# Stanley 444 dovetail plane ?



## Lord Nibbo (20 Apr 2007)

I've been watching and I suspect others have noticed THIS Stanley 444 dovetail plane on ebay it's currently at £360 is it really worth that sort of money? :shock:


----------



## MarcW (20 Apr 2007)

I guess it is more a collector's tool than a user. So for most of us, except maybe ... Alf? :lol: there will be not much use in the shop. It is tedious to set up and normally you won't find one with much wear. Well it is a tool ranging in the boat anchors' league. Alf again? :lol: 

Cheers,

with a collapsed mainboard only visiting time by time this nice place,


----------



## Mirboo (20 Apr 2007)

Lord Nibbo,

The price of the 444 is high simply because it is quite a rare plane. 

I searched completed auctions on eBay and only found one. It went for US$985, or about AUS$1179. The one you highlighted is up to £360 as I type this, or about AUS$863, so I suspect it might go a little bit higher yet. 

There is another one for auction via eBay in the States at the moment that is up to US$733, or about AUS$877, with about 2-1/2 days to go.
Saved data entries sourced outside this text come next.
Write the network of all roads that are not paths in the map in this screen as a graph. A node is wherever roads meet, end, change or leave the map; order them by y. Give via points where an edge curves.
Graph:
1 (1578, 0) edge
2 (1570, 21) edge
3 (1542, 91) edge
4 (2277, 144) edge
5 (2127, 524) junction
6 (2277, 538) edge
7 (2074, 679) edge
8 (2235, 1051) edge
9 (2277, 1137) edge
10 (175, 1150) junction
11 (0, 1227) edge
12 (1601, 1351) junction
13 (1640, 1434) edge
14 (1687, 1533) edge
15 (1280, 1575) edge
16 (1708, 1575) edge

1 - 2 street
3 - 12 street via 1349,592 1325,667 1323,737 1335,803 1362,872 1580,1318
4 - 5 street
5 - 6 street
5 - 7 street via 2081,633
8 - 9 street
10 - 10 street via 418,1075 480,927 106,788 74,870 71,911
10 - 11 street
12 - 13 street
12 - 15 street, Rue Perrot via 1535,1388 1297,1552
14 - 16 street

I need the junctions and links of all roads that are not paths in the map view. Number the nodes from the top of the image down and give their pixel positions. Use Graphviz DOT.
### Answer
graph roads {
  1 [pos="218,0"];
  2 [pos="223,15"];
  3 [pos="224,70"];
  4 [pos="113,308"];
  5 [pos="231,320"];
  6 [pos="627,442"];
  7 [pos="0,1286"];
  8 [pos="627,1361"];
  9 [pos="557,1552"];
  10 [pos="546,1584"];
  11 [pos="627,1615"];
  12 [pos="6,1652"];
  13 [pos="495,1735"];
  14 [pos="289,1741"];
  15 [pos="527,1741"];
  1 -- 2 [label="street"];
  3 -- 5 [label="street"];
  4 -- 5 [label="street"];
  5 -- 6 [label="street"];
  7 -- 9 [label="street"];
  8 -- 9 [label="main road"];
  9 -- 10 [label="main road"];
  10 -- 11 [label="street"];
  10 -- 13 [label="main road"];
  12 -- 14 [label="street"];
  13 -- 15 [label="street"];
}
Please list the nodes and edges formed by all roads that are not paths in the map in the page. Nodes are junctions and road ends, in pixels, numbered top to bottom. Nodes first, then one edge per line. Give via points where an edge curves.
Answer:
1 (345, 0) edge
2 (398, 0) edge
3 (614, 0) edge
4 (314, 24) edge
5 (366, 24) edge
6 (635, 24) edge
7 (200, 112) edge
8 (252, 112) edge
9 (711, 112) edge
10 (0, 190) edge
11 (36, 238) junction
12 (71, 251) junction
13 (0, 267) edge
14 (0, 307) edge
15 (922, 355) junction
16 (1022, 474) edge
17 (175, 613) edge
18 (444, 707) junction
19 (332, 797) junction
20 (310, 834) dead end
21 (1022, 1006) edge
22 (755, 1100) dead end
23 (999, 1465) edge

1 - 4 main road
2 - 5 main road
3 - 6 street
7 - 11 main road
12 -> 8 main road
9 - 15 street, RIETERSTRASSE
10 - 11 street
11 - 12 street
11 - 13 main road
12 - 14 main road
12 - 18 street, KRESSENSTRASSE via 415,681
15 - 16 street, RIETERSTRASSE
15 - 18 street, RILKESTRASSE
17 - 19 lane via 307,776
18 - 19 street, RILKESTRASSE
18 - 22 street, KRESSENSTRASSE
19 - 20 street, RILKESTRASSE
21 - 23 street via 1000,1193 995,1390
It is interesting to note that the sellers of both of the 444's being auctioned at the moment will only post the item to buyers in their home country. I would have thought that the sellers could potentially get a higher price if they opened the auctions up to buyers worldwide.


----------



## Alf (20 Apr 2007)

It was only made between 1912 and 1938 according to B&G so it's down to simple rarity. It's be interesting to have one from a purely user's perspective, and see whether it's really as unusable as claimed.

Cheers, Alf


----------



## bugbear (20 Apr 2007)

Alf":1nz6rhc8 said:


> It was only made between 1912 and 1938 according to B&G so it's down to simple rarity. It's be interesting to have one from a purely user's perspective, and see whether it's really as unusable as claimed.
> 
> Cheers, Alf



That's what Garrett Hack thought.

So he bought one.

He agrees with everybody else 

BugBear


----------



## Alf (20 Apr 2007)

Yeah, but he also consigns combination planes to the dustbin of usability too, which puts a morsel of Miracle-Gro on the seedling of doubt. :? 

Cheers, Alf


----------



## Paul Kierstead (20 Apr 2007)

Lord Nibbo":2loqzp3e said:


> I've been watching and I suspect others have noticed THIS Stanley 444 dovetail plane on ebay it's currently at £360 is it really worth that sort of money? :shock:



What do you mean by 'worth'? If you mean could you resell it for that price, then apparently so. If you mean would it save you £360, well I rather doubt it, unless your strategy is importing a beaver and teaching it to do sliding dovetails; I expect even the nay-sayers will agree it is cheaper then a teaching a beaver.


----------



## Scrit (24 Apr 2007)

Alf":3muaxgd3 said:


> Yeah, but he also consigns combination planes to the dustbin of usability too, which puts a morsel of Miracle-Gro on the seedling of doubt. :?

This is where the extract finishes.